### INSTRUCTIONS TO FOLLOW
Nothing but an exact reproduction of the records, pictures excluded, should be returned.

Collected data
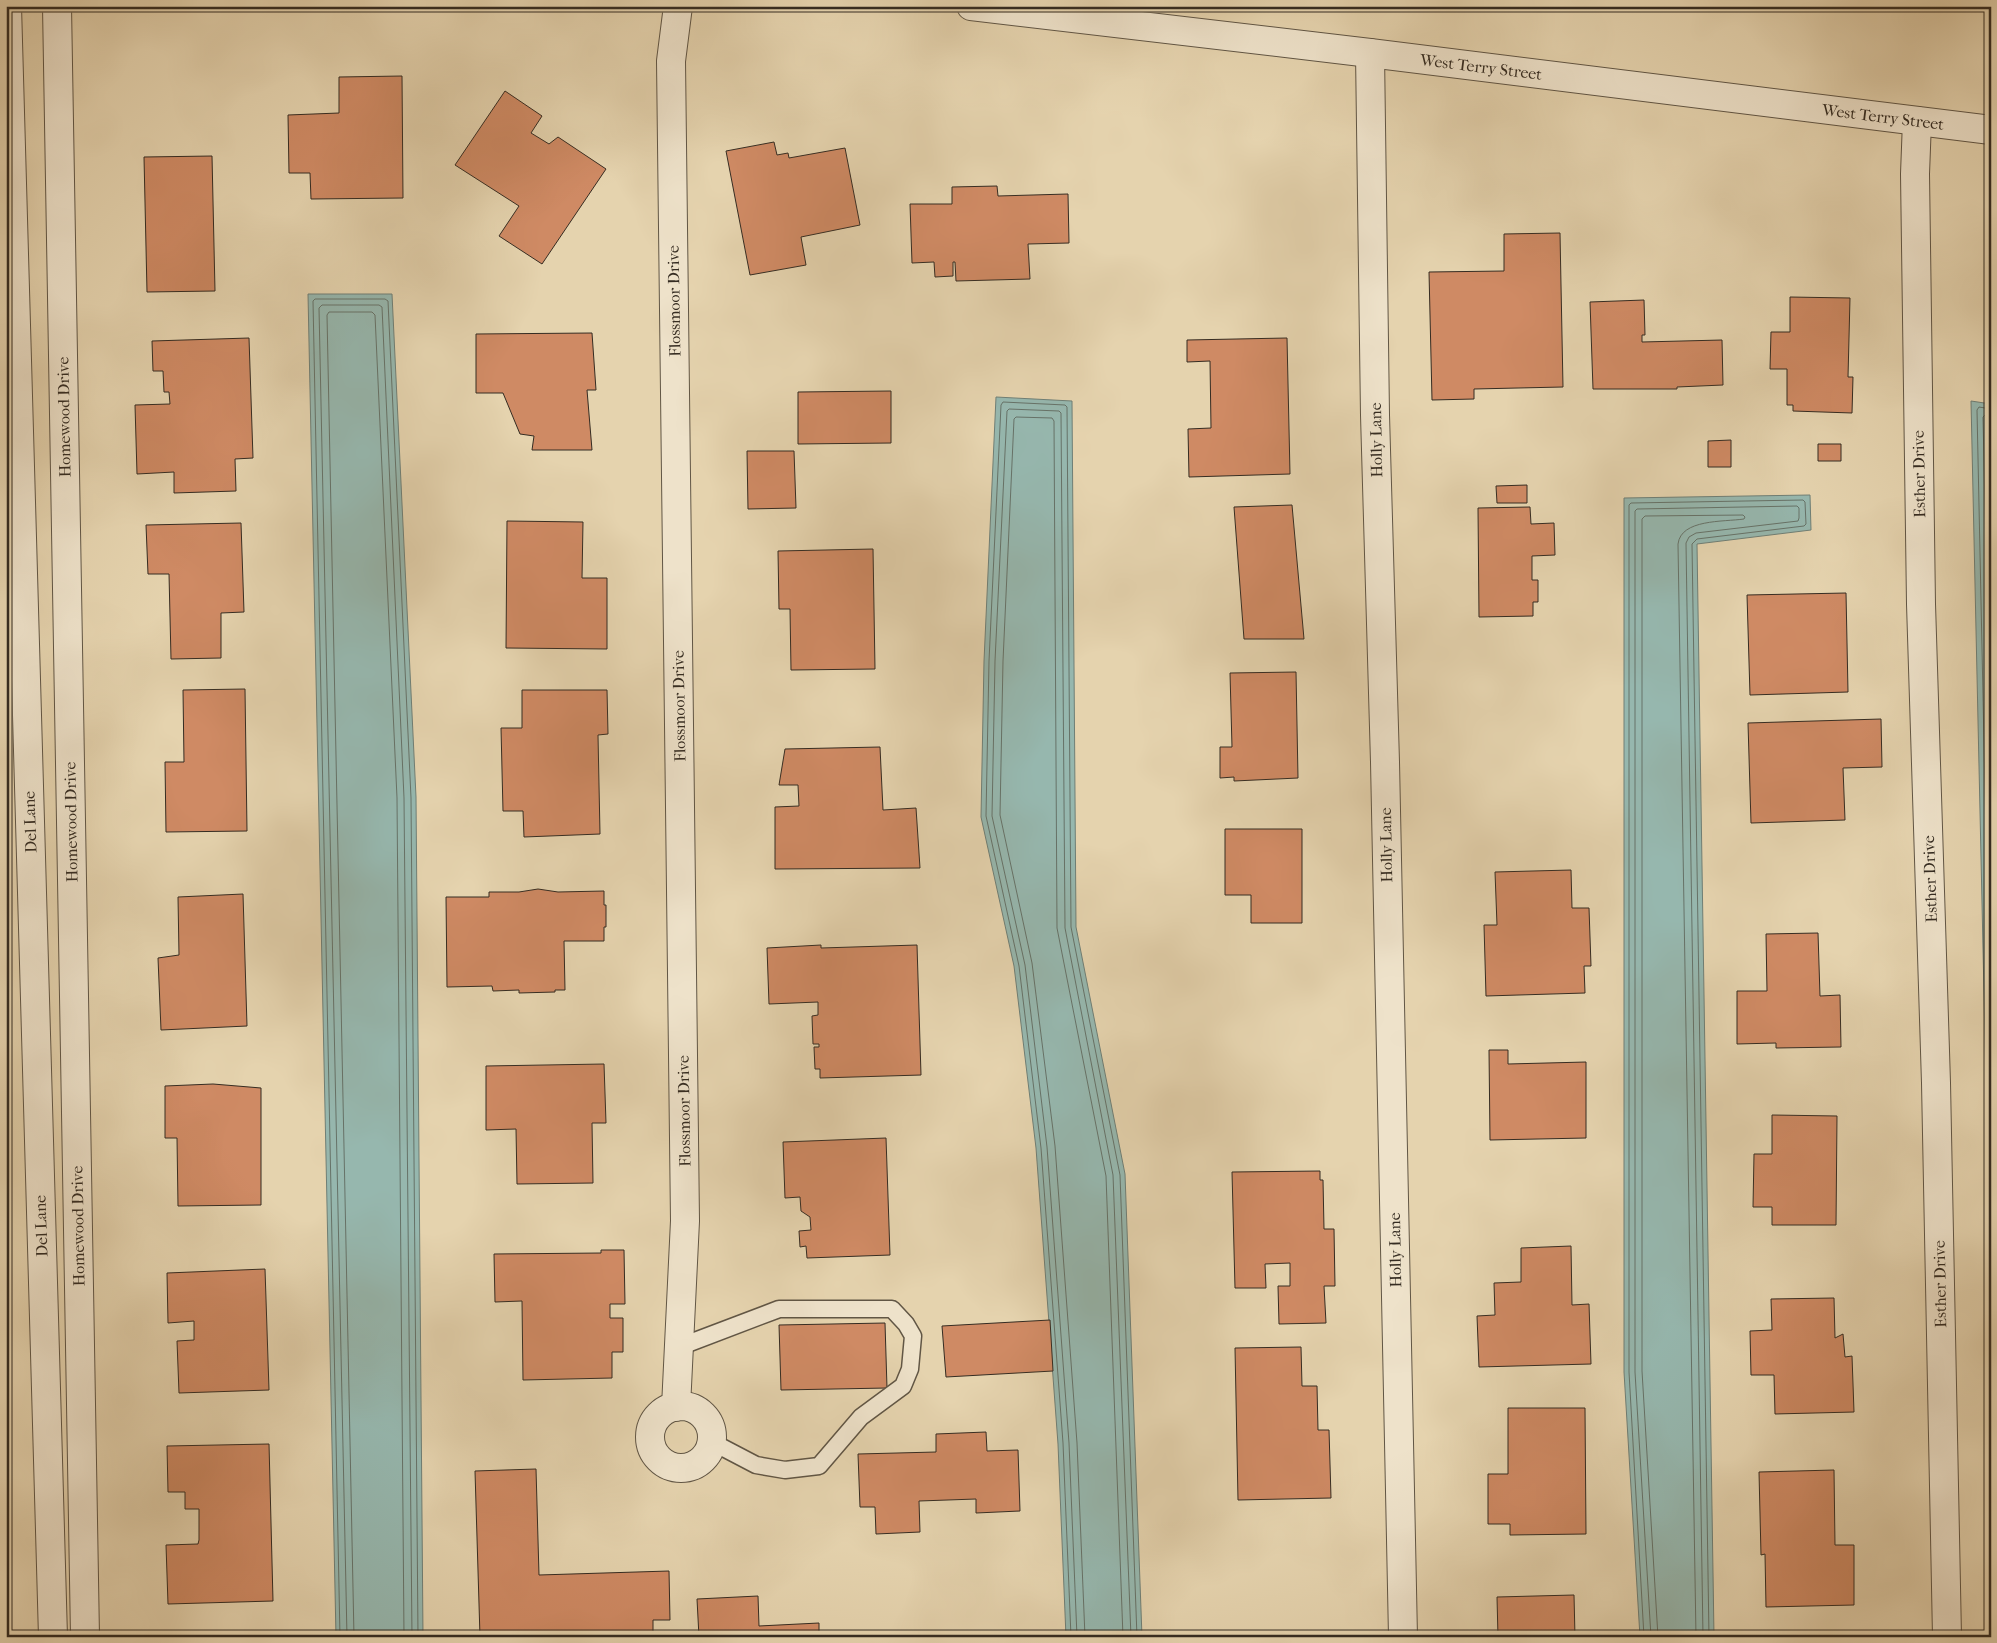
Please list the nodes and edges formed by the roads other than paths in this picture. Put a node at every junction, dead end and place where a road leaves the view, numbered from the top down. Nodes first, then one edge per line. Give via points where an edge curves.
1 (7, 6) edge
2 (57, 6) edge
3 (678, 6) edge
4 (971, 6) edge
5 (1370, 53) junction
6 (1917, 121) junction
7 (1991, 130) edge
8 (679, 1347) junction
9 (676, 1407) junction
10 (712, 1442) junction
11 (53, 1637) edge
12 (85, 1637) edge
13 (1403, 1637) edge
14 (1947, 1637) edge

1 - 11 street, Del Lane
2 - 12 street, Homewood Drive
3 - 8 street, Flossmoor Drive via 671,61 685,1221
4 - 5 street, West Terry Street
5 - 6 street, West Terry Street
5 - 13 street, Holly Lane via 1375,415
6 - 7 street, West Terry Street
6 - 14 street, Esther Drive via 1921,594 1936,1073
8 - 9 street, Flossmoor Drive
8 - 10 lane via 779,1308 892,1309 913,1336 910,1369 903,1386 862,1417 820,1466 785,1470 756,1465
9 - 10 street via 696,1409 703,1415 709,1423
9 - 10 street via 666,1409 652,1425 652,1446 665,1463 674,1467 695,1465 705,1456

### ANSWER FOR THE TASK
Please list the nodes and edges formed by the roads other than paths in this picture. Put a node at every junction, dead end and place where a road leaves the view, numbered from the top down. Nodes first, then one edge per line. Give via points where an edge curves.
1 (7, 6) edge
2 (57, 6) edge
3 (678, 6) edge
4 (971, 6) edge
5 (1370, 53) junction
6 (1917, 121) junction
7 (1991, 130) edge
8 (679, 1347) junction
9 (676, 1407) junction
10 (712, 1442) junction
11 (53, 1637) edge
12 (85, 1637) edge
13 (1403, 1637) edge
14 (1947, 1637) edge

1 - 11 street, Del Lane
2 - 12 street, Homewood Drive
3 - 8 street, Flossmoor Drive via 671,61 685,1221
4 - 5 street, West Terry Street
5 - 6 street, West Terry Street
5 - 13 street, Holly Lane via 1375,415
6 - 7 street, West Terry Street
6 - 14 street, Esther Drive via 1921,594 1936,1073
8 - 9 street, Flossmoor Drive
8 - 10 lane via 779,1308 892,1309 913,1336 910,1369 903,1386 862,1417 820,1466 785,1470 756,1465
9 - 10 street via 696,1409 703,1415 709,1423
9 - 10 street via 666,1409 652,1425 652,1446 665,1463 674,1467 695,1465 705,1456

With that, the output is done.